» Problem
Below are the records; pull every line that includes "Club".

Items listed in a dataset
━━━━
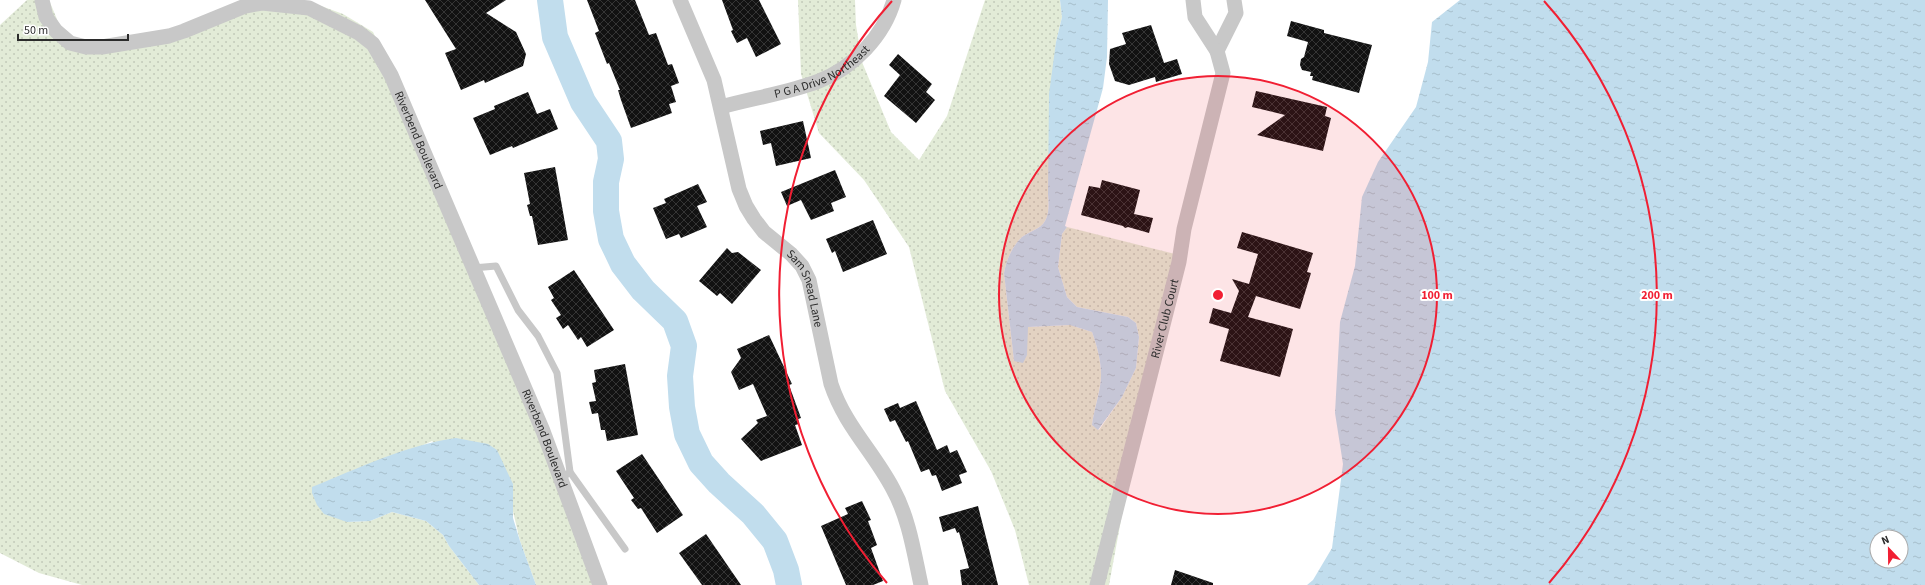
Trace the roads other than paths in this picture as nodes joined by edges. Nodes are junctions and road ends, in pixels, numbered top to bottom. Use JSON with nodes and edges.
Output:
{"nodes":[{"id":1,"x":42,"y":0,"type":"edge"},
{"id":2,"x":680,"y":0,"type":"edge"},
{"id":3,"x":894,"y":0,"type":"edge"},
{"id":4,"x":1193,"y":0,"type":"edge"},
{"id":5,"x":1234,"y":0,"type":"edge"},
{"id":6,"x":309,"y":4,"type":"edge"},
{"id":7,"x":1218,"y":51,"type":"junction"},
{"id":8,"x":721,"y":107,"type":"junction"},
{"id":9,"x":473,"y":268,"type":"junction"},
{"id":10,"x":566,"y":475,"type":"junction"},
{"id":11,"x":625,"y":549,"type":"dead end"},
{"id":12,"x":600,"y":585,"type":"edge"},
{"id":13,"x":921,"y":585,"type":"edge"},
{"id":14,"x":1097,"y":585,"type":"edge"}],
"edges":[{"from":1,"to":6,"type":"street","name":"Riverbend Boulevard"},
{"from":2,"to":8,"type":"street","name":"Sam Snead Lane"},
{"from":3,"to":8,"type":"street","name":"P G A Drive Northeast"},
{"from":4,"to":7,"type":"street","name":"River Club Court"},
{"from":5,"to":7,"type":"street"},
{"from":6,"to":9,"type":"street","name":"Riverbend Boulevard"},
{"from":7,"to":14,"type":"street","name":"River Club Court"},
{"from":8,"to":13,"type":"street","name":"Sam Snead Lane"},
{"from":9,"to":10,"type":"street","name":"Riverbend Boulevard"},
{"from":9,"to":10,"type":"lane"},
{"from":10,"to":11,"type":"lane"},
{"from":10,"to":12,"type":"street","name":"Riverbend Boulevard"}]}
━━━━
» Result
{"from":4,"to":7,"type":"street","name":"River Club Court"},
{"from":7,"to":14,"type":"street","name":"River Club Court"},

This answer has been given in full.